### Problem details
Set down again each entry exactly as it reads, pictures excluded.

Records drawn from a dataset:
....
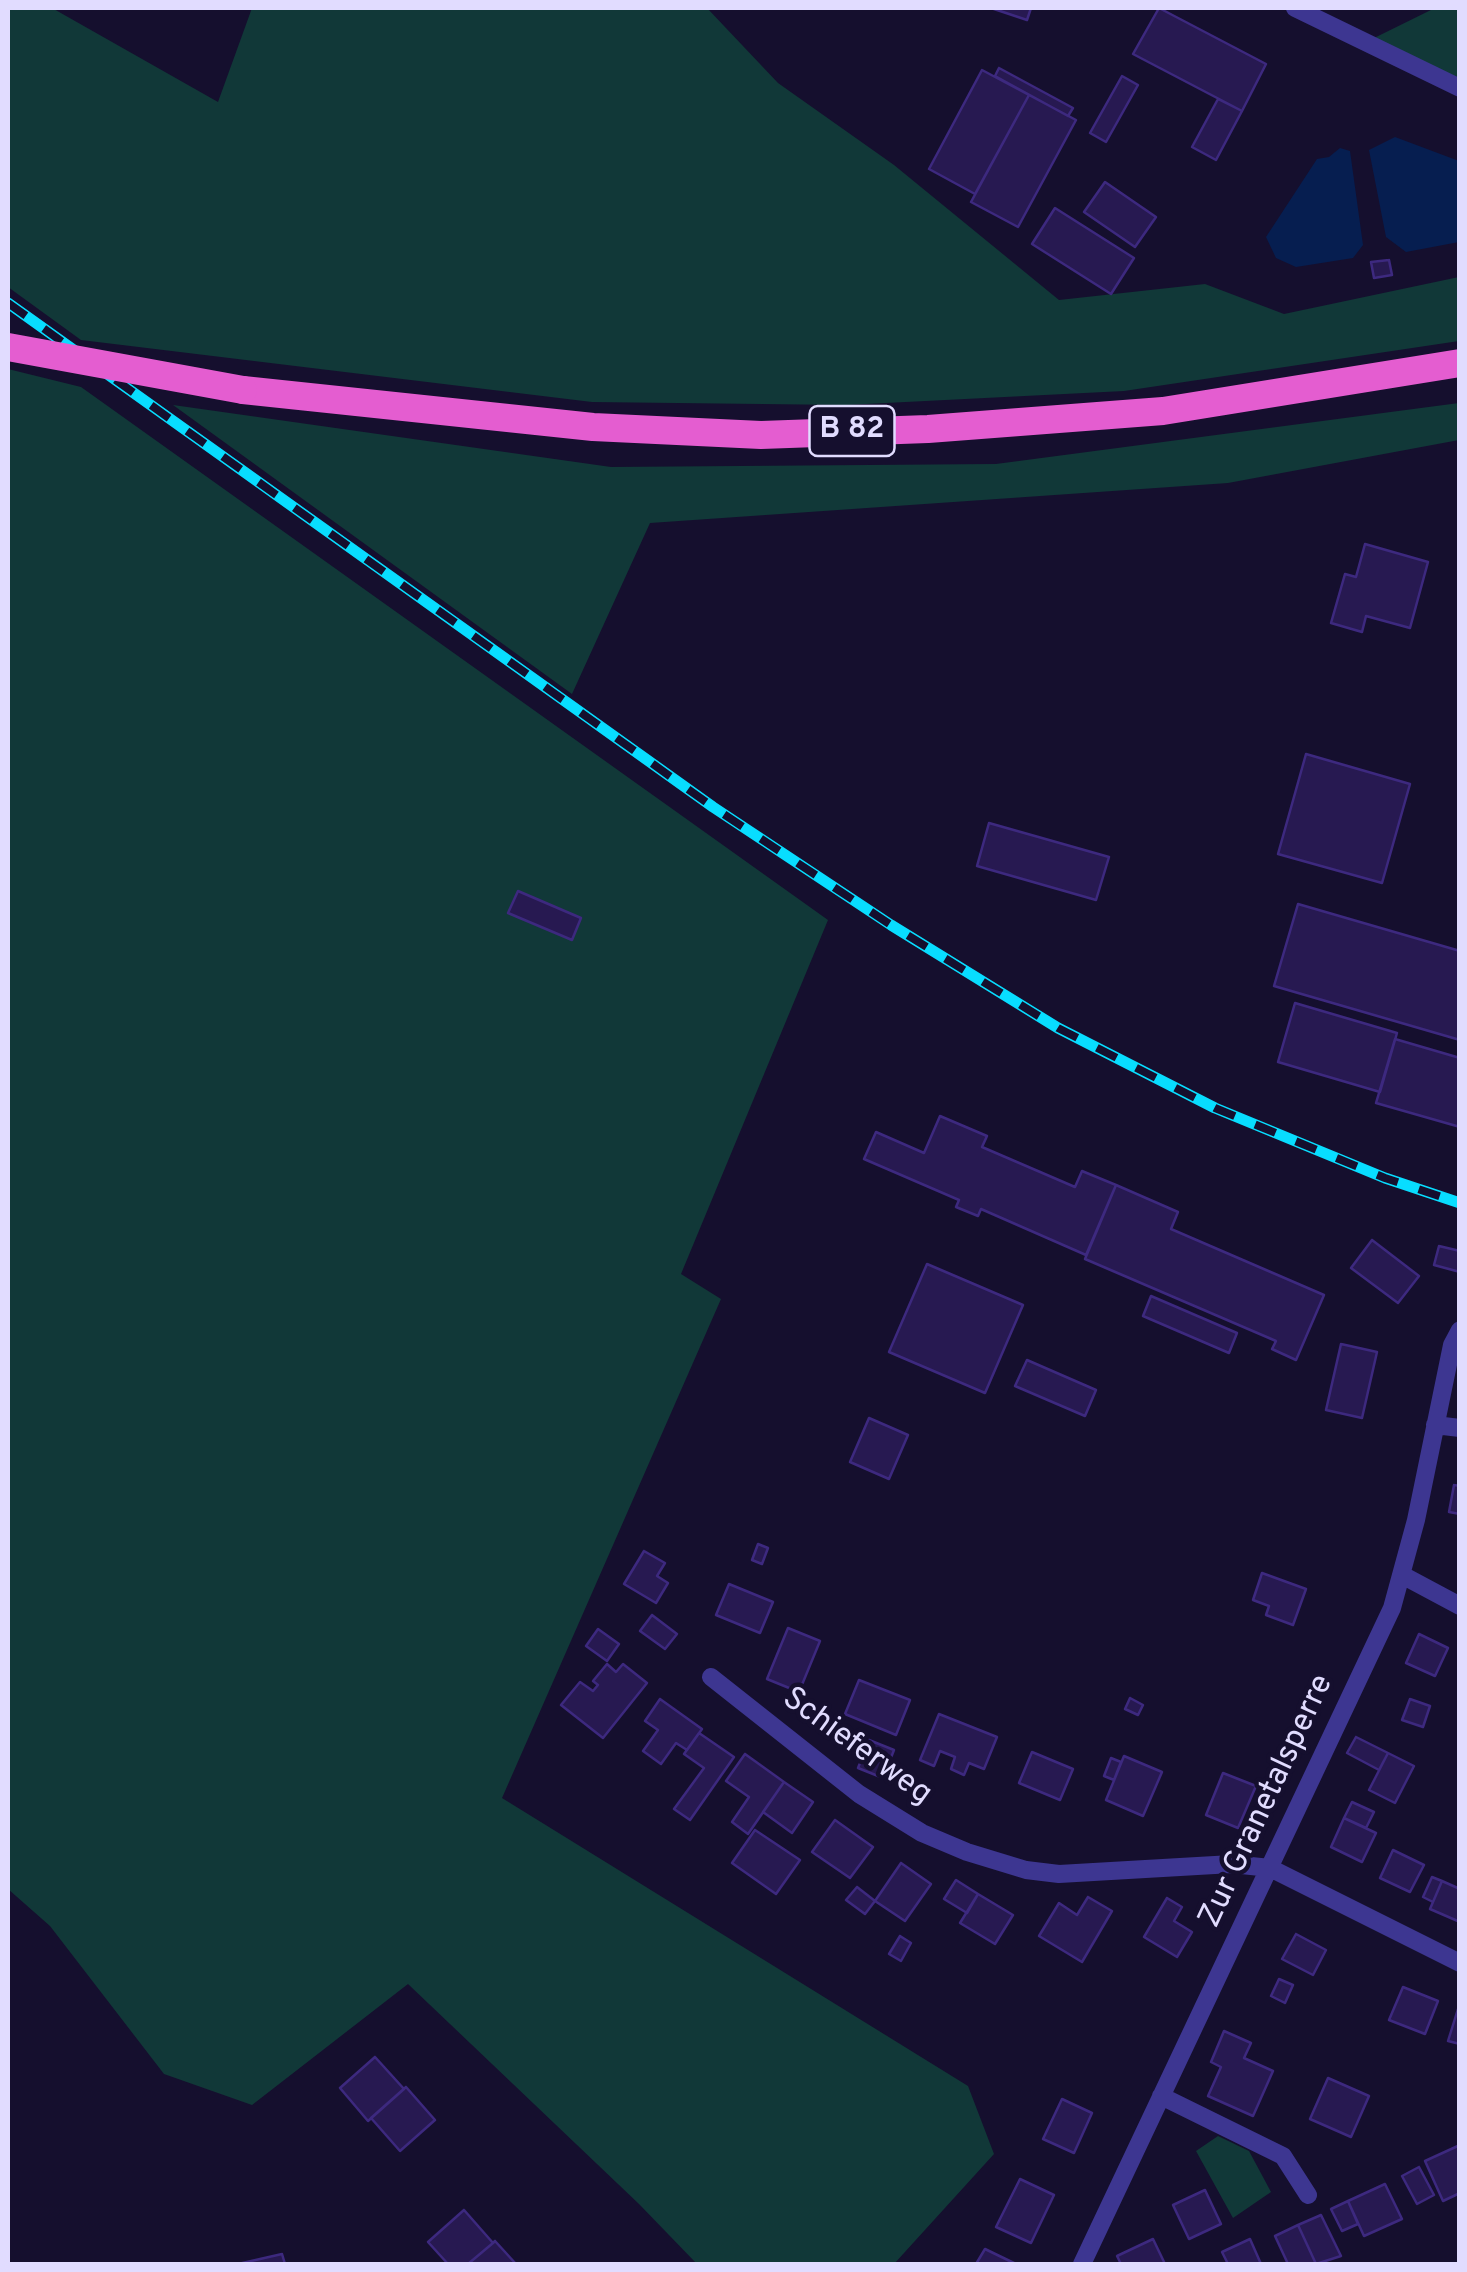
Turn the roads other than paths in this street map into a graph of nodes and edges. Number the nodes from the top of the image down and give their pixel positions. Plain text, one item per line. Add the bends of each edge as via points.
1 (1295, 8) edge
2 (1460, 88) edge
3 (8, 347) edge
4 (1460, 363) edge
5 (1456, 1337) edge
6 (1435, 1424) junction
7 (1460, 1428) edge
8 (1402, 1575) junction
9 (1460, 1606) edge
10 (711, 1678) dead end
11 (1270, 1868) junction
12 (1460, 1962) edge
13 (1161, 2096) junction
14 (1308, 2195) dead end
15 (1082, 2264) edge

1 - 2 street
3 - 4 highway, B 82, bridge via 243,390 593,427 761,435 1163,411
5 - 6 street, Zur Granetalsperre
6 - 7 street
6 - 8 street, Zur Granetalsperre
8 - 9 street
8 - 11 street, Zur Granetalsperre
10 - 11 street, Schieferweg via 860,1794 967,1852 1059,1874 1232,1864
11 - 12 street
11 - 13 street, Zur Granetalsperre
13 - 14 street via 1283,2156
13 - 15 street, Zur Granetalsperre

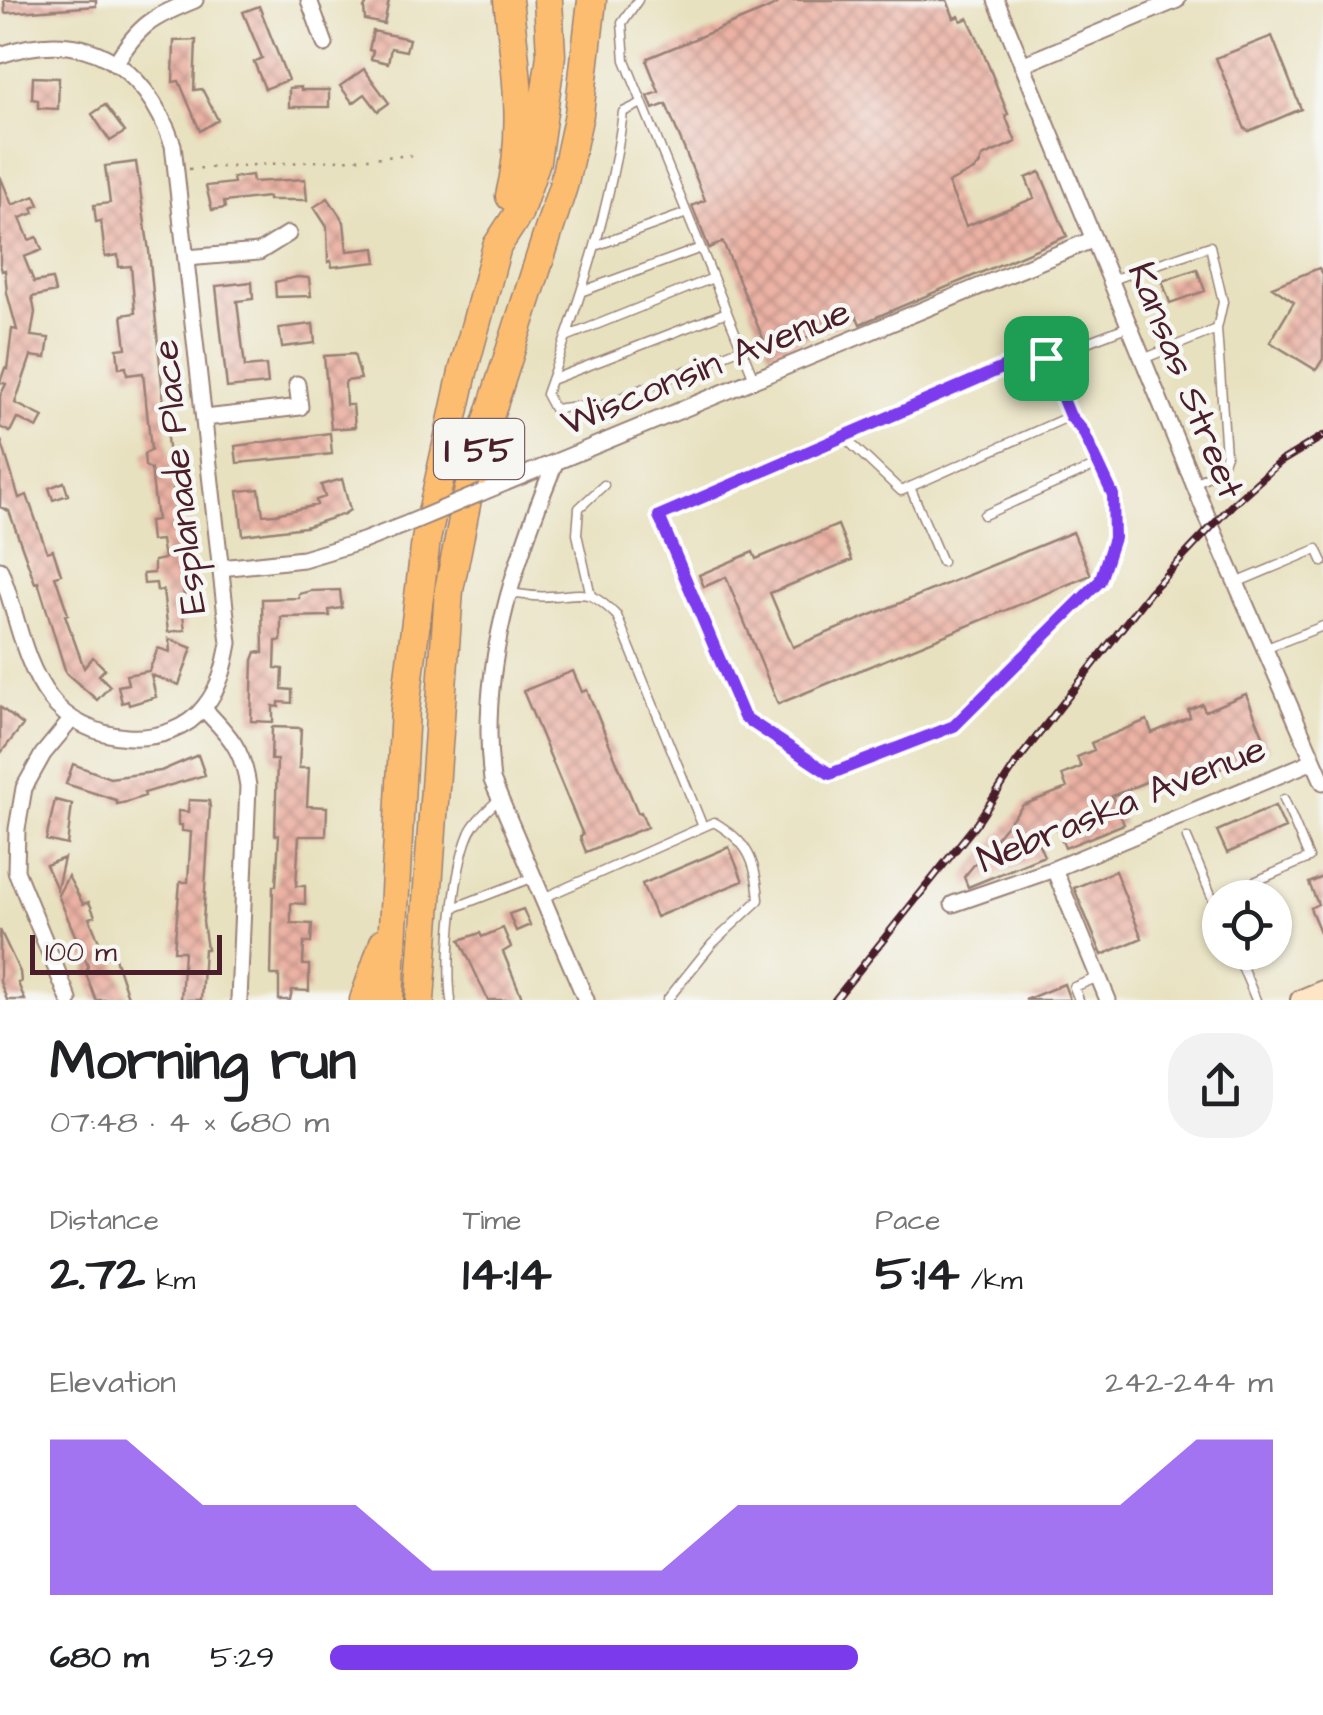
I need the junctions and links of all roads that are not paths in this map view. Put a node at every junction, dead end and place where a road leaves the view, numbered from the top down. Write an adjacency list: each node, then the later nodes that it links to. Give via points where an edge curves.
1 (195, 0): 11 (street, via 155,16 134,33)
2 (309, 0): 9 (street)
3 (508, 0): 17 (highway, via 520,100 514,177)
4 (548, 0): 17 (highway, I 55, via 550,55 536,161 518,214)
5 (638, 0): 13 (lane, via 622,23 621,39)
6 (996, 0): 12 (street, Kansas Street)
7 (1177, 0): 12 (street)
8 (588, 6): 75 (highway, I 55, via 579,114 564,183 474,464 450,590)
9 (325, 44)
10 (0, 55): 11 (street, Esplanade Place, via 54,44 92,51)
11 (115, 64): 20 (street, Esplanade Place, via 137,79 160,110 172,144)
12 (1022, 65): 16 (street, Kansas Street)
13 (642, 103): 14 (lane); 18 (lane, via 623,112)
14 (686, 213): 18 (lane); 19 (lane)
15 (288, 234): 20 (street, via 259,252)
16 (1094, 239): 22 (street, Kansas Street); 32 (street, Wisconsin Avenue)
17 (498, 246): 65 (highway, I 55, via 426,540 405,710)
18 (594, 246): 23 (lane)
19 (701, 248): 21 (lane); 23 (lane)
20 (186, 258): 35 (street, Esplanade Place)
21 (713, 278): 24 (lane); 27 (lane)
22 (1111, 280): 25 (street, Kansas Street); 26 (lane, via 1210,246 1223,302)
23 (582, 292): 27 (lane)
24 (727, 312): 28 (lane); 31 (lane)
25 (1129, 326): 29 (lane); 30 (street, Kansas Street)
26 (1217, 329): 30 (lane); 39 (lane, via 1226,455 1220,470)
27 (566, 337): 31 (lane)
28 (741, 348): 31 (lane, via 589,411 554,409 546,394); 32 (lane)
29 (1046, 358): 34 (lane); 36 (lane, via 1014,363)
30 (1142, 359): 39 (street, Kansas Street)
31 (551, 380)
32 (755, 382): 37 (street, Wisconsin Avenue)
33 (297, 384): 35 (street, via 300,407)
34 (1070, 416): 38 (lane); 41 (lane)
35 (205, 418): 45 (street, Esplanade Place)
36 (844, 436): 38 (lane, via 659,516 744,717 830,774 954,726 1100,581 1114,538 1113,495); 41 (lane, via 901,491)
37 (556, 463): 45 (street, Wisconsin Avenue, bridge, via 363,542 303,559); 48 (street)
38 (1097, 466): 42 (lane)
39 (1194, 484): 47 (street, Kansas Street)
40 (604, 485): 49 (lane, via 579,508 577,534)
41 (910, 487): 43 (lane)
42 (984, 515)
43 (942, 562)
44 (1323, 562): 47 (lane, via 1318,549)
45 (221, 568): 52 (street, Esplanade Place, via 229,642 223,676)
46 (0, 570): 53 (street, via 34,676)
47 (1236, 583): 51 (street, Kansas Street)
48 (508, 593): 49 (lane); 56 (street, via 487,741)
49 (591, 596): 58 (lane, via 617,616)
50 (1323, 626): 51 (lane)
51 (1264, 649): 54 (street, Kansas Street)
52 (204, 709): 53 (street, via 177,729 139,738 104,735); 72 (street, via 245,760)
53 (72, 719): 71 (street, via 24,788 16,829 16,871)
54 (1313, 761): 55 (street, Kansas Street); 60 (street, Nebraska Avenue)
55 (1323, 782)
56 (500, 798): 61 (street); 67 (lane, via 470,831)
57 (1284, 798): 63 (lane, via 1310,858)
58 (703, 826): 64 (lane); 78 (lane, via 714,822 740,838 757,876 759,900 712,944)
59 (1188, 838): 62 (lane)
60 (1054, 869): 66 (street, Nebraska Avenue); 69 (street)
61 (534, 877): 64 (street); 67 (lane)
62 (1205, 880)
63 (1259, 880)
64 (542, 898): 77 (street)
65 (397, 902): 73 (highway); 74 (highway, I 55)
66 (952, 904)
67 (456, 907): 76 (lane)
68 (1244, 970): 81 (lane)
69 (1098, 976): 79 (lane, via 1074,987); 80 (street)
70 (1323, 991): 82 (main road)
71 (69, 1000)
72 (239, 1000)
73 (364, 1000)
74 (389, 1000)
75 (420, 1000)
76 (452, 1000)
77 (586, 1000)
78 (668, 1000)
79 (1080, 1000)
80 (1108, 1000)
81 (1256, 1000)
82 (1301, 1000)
....
### Solution
Turn the roads other than paths in this street map into a graph of nodes and edges. Number the nodes from the top of the image down and give their pixel positions. Plain text, one item per line. Add the bends of each edge as via points.
1 (1295, 8) edge
2 (1460, 88) edge
3 (8, 347) edge
4 (1460, 363) edge
5 (1456, 1337) edge
6 (1435, 1424) junction
7 (1460, 1428) edge
8 (1402, 1575) junction
9 (1460, 1606) edge
10 (711, 1678) dead end
11 (1270, 1868) junction
12 (1460, 1962) edge
13 (1161, 2096) junction
14 (1308, 2195) dead end
15 (1082, 2264) edge

1 - 2 street
3 - 4 highway, B 82, bridge via 243,390 593,427 761,435 1163,411
5 - 6 street, Zur Granetalsperre
6 - 7 street
6 - 8 street, Zur Granetalsperre
8 - 9 street
8 - 11 street, Zur Granetalsperre
10 - 11 street, Schieferweg via 860,1794 967,1852 1059,1874 1232,1864
11 - 12 street
11 - 13 street, Zur Granetalsperre
13 - 14 street via 1283,2156
13 - 15 street, Zur Granetalsperre

I need the junctions and links of all roads that are not paths in this map view. Put a node at every junction, dead end and place where a road leaves the view, numbered from the top down. Write an adjacency list: each node, then the later nodes that it links to. Give via points where an edge curves.
1 (195, 0): 11 (street, via 155,16 134,33)
2 (309, 0): 9 (street)
3 (508, 0): 17 (highway, via 520,100 514,177)
4 (548, 0): 17 (highway, I 55, via 550,55 536,161 518,214)
5 (638, 0): 13 (lane, via 622,23 621,39)
6 (996, 0): 12 (street, Kansas Street)
7 (1177, 0): 12 (street)
8 (588, 6): 75 (highway, I 55, via 579,114 564,183 474,464 450,590)
9 (325, 44)
10 (0, 55): 11 (street, Esplanade Place, via 54,44 92,51)
11 (115, 64): 20 (street, Esplanade Place, via 137,79 160,110 172,144)
12 (1022, 65): 16 (street, Kansas Street)
13 (642, 103): 14 (lane); 18 (lane, via 623,112)
14 (686, 213): 18 (lane); 19 (lane)
15 (288, 234): 20 (street, via 259,252)
16 (1094, 239): 22 (street, Kansas Street); 32 (street, Wisconsin Avenue)
17 (498, 246): 65 (highway, I 55, via 426,540 405,710)
18 (594, 246): 23 (lane)
19 (701, 248): 21 (lane); 23 (lane)
20 (186, 258): 35 (street, Esplanade Place)
21 (713, 278): 24 (lane); 27 (lane)
22 (1111, 280): 25 (street, Kansas Street); 26 (lane, via 1210,246 1223,302)
23 (582, 292): 27 (lane)
24 (727, 312): 28 (lane); 31 (lane)
25 (1129, 326): 29 (lane); 30 (street, Kansas Street)
26 (1217, 329): 30 (lane); 39 (lane, via 1226,455 1220,470)
27 (566, 337): 31 (lane)
28 (741, 348): 31 (lane, via 589,411 554,409 546,394); 32 (lane)
29 (1046, 358): 34 (lane); 36 (lane, via 1014,363)
30 (1142, 359): 39 (street, Kansas Street)
31 (551, 380)
32 (755, 382): 37 (street, Wisconsin Avenue)
33 (297, 384): 35 (street, via 300,407)
34 (1070, 416): 38 (lane); 41 (lane)
35 (205, 418): 45 (street, Esplanade Place)
36 (844, 436): 38 (lane, via 659,516 744,717 830,774 954,726 1100,581 1114,538 1113,495); 41 (lane, via 901,491)
37 (556, 463): 45 (street, Wisconsin Avenue, bridge, via 363,542 303,559); 48 (street)
38 (1097, 466): 42 (lane)
39 (1194, 484): 47 (street, Kansas Street)
40 (604, 485): 49 (lane, via 579,508 577,534)
41 (910, 487): 43 (lane)
42 (984, 515)
43 (942, 562)
44 (1323, 562): 47 (lane, via 1318,549)
45 (221, 568): 52 (street, Esplanade Place, via 229,642 223,676)
46 (0, 570): 53 (street, via 34,676)
47 (1236, 583): 51 (street, Kansas Street)
48 (508, 593): 49 (lane); 56 (street, via 487,741)
49 (591, 596): 58 (lane, via 617,616)
50 (1323, 626): 51 (lane)
51 (1264, 649): 54 (street, Kansas Street)
52 (204, 709): 53 (street, via 177,729 139,738 104,735); 72 (street, via 245,760)
53 (72, 719): 71 (street, via 24,788 16,829 16,871)
54 (1313, 761): 55 (street, Kansas Street); 60 (street, Nebraska Avenue)
55 (1323, 782)
56 (500, 798): 61 (street); 67 (lane, via 470,831)
57 (1284, 798): 63 (lane, via 1310,858)
58 (703, 826): 64 (lane); 78 (lane, via 714,822 740,838 757,876 759,900 712,944)
59 (1188, 838): 62 (lane)
60 (1054, 869): 66 (street, Nebraska Avenue); 69 (street)
61 (534, 877): 64 (street); 67 (lane)
62 (1205, 880)
63 (1259, 880)
64 (542, 898): 77 (street)
65 (397, 902): 73 (highway); 74 (highway, I 55)
66 (952, 904)
67 (456, 907): 76 (lane)
68 (1244, 970): 81 (lane)
69 (1098, 976): 79 (lane, via 1074,987); 80 (street)
70 (1323, 991): 82 (main road)
71 (69, 1000)
72 (239, 1000)
73 (364, 1000)
74 (389, 1000)
75 (420, 1000)
76 (452, 1000)
77 (586, 1000)
78 (668, 1000)
79 (1080, 1000)
80 (1108, 1000)
81 (1256, 1000)
82 (1301, 1000)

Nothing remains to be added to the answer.